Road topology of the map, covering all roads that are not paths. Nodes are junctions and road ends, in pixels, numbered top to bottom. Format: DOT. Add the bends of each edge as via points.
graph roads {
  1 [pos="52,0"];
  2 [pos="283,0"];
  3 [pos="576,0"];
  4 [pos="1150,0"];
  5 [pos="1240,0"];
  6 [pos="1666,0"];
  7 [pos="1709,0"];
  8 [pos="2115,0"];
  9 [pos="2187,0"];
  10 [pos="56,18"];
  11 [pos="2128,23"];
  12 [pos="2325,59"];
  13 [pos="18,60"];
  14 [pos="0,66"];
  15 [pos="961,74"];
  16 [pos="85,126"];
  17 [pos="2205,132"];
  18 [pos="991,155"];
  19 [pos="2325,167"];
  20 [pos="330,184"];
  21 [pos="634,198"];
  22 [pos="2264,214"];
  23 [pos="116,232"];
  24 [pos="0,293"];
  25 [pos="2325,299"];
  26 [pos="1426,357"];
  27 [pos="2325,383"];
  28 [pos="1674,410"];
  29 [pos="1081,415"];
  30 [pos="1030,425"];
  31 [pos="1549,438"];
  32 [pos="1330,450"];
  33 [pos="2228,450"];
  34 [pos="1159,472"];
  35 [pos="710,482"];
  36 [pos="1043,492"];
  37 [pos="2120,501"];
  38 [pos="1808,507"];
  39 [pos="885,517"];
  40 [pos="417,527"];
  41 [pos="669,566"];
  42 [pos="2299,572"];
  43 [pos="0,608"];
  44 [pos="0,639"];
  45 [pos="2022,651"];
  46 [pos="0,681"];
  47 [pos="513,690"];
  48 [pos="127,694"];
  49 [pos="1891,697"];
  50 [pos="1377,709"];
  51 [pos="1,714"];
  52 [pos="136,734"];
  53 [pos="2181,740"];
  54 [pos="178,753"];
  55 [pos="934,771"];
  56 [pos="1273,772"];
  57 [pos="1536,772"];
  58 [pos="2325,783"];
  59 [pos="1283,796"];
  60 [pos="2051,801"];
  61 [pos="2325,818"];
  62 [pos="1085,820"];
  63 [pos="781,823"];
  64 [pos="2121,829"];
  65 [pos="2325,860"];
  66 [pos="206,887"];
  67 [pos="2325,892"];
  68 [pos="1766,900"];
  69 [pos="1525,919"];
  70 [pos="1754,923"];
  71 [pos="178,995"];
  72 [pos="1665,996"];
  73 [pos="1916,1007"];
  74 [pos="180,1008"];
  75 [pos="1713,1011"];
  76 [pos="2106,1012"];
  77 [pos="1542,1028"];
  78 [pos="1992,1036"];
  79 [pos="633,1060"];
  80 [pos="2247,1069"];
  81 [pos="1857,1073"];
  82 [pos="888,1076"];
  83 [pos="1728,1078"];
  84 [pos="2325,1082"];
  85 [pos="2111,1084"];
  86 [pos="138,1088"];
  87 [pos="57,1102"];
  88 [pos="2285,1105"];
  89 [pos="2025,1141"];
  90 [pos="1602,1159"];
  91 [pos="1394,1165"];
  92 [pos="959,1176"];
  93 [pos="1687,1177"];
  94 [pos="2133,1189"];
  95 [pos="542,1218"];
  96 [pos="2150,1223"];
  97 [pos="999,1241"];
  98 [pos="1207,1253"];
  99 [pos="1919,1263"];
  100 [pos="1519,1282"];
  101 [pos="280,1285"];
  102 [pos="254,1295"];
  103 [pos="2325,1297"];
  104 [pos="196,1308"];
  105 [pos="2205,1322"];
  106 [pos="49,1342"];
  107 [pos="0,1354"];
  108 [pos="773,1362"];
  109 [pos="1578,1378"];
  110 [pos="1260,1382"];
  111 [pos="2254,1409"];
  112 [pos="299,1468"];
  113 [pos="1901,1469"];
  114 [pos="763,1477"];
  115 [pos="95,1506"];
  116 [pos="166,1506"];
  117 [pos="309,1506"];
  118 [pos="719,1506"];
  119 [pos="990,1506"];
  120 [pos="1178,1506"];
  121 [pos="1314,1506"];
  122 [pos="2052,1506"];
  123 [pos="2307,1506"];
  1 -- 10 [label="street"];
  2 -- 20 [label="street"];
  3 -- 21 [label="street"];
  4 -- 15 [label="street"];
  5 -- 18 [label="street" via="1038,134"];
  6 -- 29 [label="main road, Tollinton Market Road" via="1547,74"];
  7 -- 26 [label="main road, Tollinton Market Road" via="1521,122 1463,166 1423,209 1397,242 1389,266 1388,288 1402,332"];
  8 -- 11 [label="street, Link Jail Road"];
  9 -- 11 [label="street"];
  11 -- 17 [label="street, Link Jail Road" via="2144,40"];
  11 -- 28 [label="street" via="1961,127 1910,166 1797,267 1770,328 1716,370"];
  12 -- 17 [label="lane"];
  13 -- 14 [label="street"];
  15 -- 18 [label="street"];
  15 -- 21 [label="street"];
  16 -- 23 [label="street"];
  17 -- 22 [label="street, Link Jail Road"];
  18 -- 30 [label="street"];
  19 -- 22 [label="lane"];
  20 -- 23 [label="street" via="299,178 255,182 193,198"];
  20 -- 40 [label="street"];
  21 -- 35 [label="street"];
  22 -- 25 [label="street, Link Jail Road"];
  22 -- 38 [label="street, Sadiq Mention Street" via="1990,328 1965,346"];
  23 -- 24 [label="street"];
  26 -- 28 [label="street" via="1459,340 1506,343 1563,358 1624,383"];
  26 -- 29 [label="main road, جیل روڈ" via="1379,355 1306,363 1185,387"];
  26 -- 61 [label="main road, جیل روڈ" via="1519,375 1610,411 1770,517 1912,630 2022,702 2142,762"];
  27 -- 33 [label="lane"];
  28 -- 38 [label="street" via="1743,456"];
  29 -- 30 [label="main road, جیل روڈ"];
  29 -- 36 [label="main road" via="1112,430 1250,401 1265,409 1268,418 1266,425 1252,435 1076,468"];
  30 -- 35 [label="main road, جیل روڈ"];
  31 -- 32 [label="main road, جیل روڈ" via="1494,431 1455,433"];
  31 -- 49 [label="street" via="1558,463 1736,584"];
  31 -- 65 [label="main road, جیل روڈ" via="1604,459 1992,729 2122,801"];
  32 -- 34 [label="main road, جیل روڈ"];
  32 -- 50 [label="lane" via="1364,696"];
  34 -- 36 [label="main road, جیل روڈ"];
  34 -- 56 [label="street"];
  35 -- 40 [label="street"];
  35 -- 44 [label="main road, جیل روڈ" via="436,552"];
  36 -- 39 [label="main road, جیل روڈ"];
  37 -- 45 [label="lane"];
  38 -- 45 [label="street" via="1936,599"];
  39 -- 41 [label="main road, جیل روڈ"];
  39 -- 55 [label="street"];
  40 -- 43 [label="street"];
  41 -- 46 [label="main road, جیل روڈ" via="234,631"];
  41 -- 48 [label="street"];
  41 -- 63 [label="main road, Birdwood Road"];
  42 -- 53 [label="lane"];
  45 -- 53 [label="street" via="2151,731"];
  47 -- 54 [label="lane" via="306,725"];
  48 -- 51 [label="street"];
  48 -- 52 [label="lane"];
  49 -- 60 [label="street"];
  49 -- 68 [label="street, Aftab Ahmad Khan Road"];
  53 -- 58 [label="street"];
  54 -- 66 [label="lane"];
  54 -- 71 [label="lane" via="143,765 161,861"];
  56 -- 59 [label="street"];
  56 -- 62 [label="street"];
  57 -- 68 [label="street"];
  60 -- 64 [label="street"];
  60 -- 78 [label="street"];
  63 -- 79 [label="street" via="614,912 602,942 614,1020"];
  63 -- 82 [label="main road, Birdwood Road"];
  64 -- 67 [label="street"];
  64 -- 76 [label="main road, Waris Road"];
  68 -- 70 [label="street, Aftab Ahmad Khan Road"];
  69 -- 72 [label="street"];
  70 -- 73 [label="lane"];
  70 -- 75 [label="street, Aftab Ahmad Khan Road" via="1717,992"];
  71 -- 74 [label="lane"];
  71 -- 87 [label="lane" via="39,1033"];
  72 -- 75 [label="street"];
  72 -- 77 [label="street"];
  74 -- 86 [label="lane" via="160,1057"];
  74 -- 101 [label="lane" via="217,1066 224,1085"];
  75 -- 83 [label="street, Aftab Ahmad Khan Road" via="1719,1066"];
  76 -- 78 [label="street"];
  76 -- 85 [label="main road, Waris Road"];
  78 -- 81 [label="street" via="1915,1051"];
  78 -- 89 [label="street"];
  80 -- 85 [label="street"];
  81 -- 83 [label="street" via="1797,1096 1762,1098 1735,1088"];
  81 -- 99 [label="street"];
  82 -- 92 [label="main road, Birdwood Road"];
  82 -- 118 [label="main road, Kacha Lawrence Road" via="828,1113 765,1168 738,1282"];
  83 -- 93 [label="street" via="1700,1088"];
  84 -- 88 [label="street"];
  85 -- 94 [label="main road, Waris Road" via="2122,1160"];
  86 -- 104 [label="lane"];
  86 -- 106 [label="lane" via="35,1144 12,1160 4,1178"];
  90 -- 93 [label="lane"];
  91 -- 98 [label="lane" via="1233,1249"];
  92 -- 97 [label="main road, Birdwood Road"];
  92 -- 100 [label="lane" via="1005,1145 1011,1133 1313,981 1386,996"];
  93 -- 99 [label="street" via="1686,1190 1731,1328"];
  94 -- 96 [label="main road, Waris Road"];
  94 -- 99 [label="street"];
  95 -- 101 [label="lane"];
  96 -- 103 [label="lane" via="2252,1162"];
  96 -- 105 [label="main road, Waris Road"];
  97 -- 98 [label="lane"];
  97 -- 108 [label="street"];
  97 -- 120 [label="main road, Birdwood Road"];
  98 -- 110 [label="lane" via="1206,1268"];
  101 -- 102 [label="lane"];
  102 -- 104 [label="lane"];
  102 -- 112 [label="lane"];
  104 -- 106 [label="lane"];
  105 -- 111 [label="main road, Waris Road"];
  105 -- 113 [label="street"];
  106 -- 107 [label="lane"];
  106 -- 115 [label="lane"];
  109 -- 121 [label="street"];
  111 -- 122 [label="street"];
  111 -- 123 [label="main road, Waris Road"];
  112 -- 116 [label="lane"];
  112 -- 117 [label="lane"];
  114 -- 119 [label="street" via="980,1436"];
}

- [Task objective]: Each line containing the word "Waris" must be pulled from the listing and copied.

- [Response]:
  64 -- 76 [label="main road, Waris Road"];
  76 -- 85 [label="main road, Waris Road"];
  85 -- 94 [label="main road, Waris Road" via="2122,1160"];
  94 -- 96 [label="main road, Waris Road"];
  96 -- 105 [label="main road, Waris Road"];
  105 -- 111 [label="main road, Waris Road"];
  111 -- 123 [label="main road, Waris Road"];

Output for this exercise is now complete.